2. The TIF file format is static for more than two decades, with no changes in the file format. Also, it always displays the same information across a variety of operating system and image display applications. What you see is always what you get and what everybody else sees. That’s not the case with any native formats because of all they constantly change. Moreover, a file doesn’t always display the same across applications, even when created by the same company. For example, a Word document created in MS word 2013 Windows version doesn’t always display the information same was in Mac version of MS Word 2013 because certain features are available in Windows version of the application, but not in the Mac OS version. This creates a trust issue. While reviewers can say with certainty that they reviewed all the content in TIF, they can’t say so for the native files.
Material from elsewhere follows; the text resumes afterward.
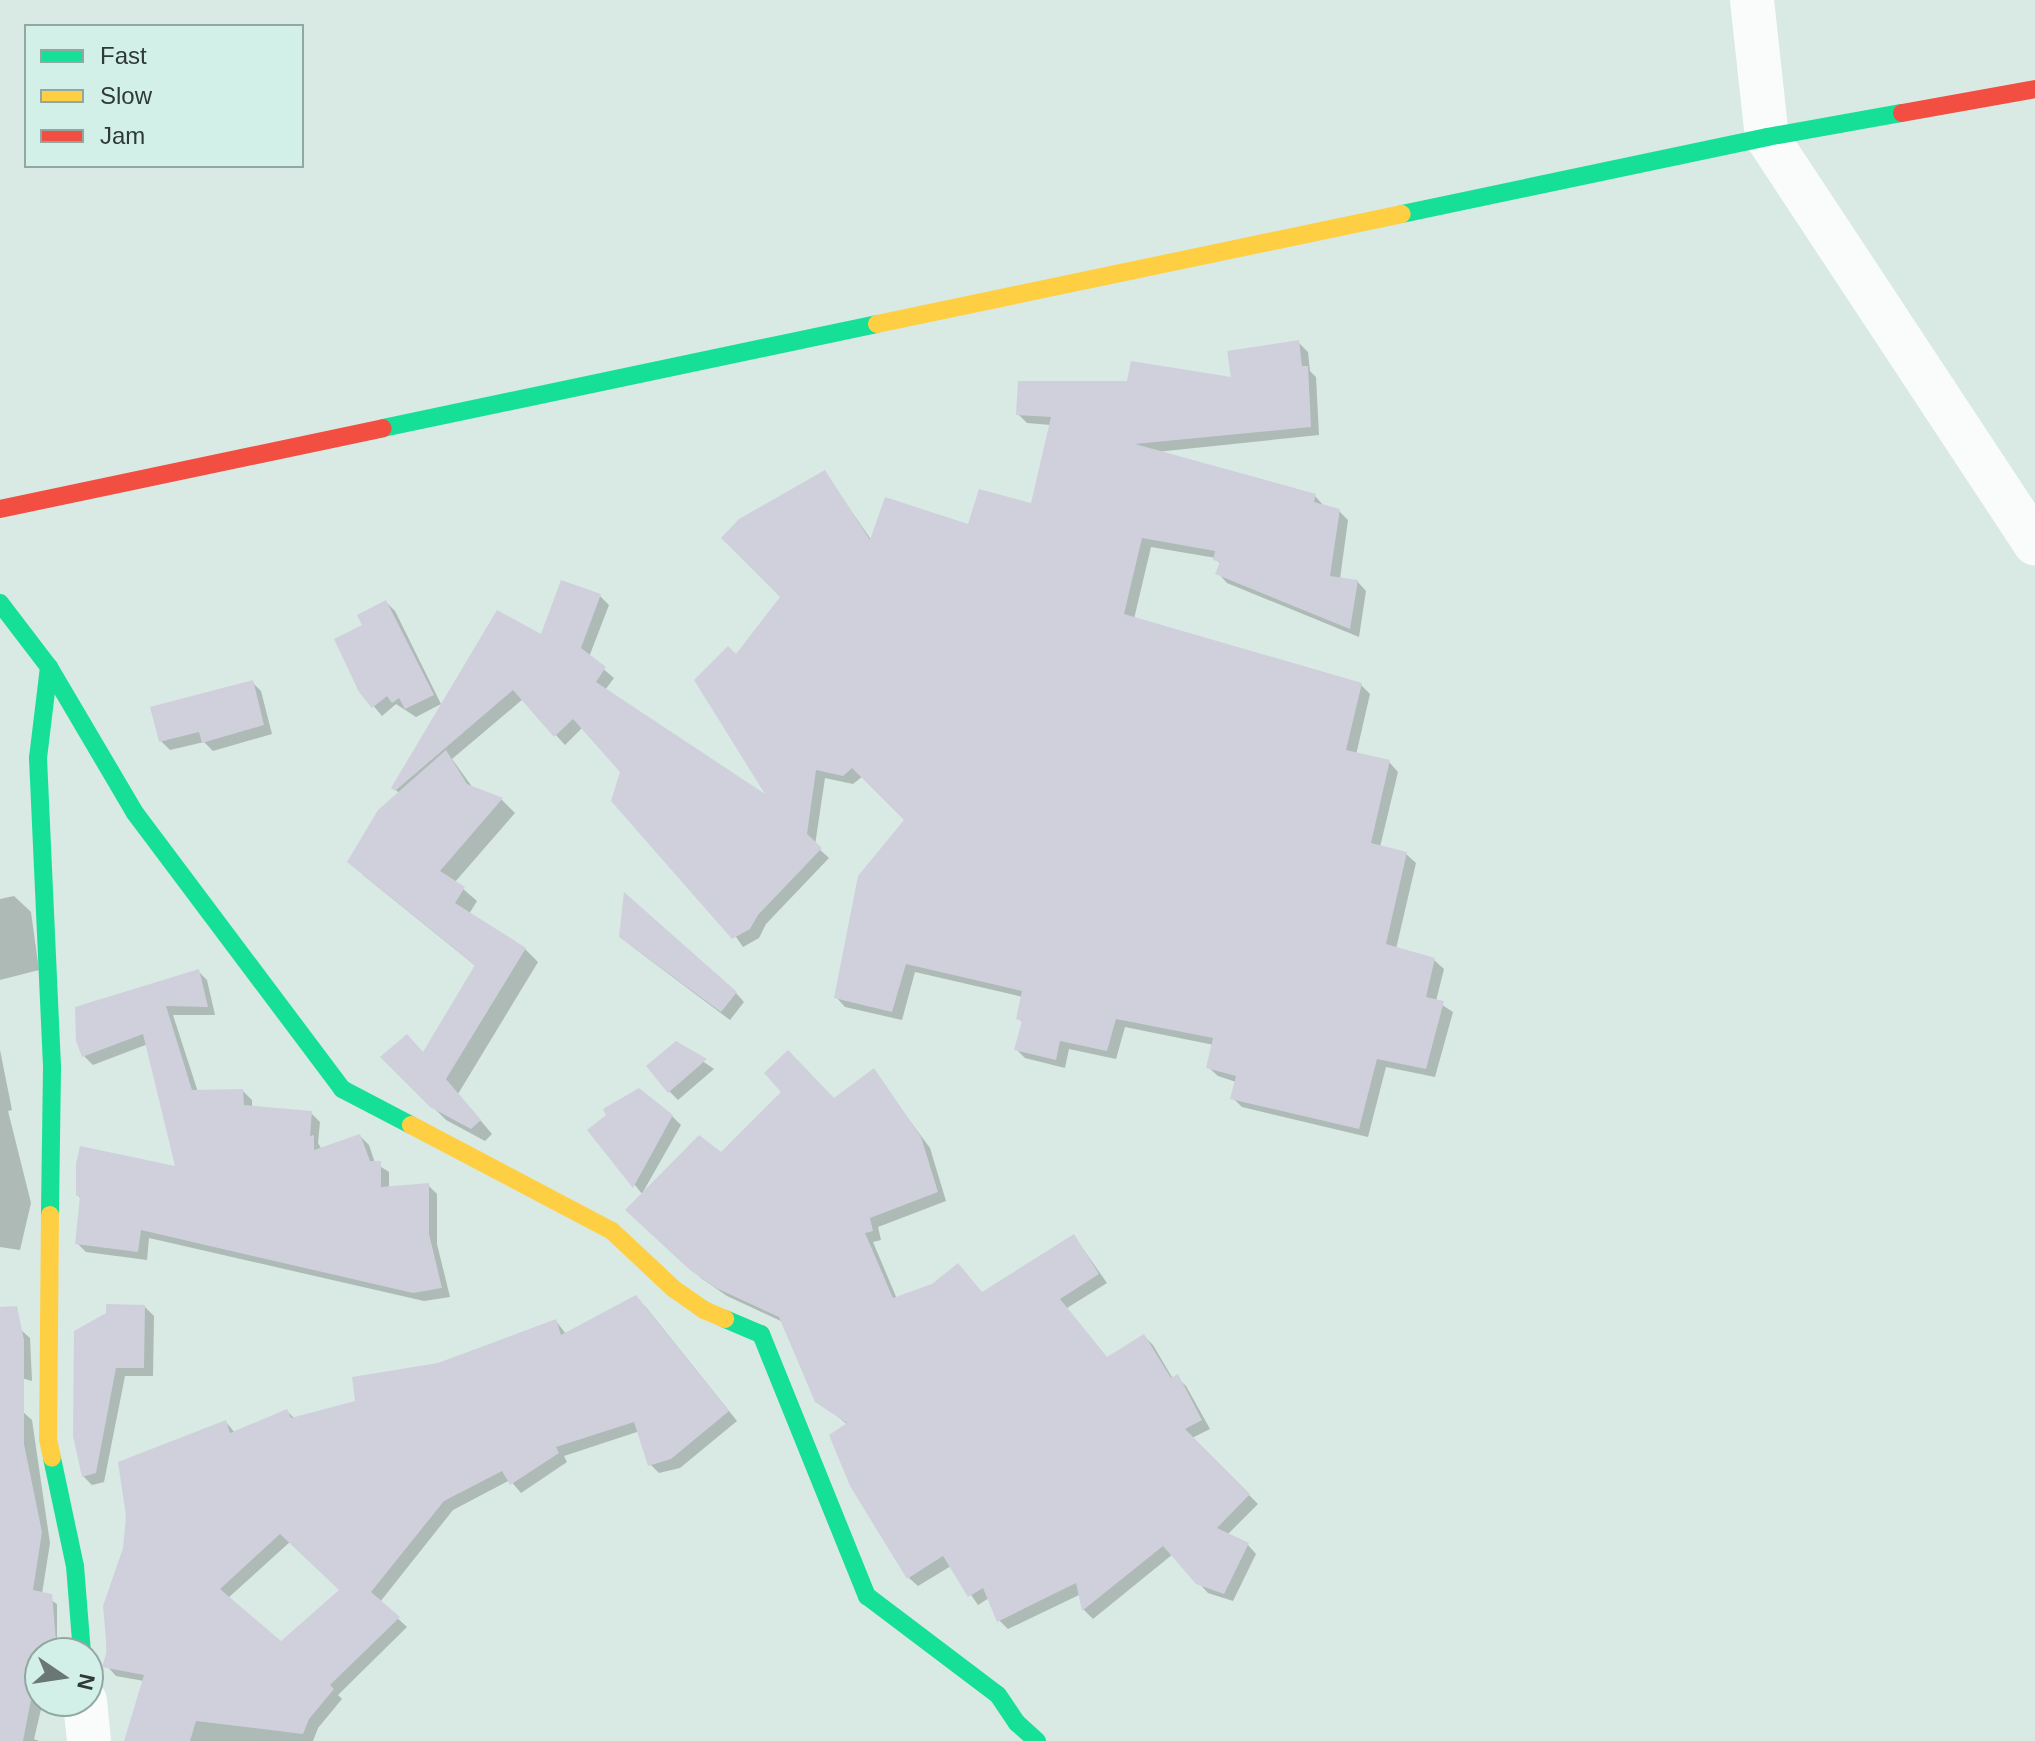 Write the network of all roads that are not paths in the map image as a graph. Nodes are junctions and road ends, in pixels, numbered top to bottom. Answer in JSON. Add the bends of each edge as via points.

3. Redactions in TIF format is unlikely to be legally challenged due to its widespread acceptance by judicial bodies across the world. However, when it comes to native redactions, many clients feel it unsafe because it is not legally challenged and defended. Believe it or not, we keep frequently hearing the question of whether or not our native redaction technology is legally challenged. So far, the answer is “No”. Many prospects then choose TIF productions. The point is that once the native file redactions get legal defense or acceptance, it will quickly be accepted by the other parties.
With no sign in a slowdown of legal discovery cost rising, it is a matter of time when the native review-redaction-production becomes mainstream. The market is ripped for the change. Native redactions and productions have already started taking a leap forward and it is going to be a major paradigm shift in the near future.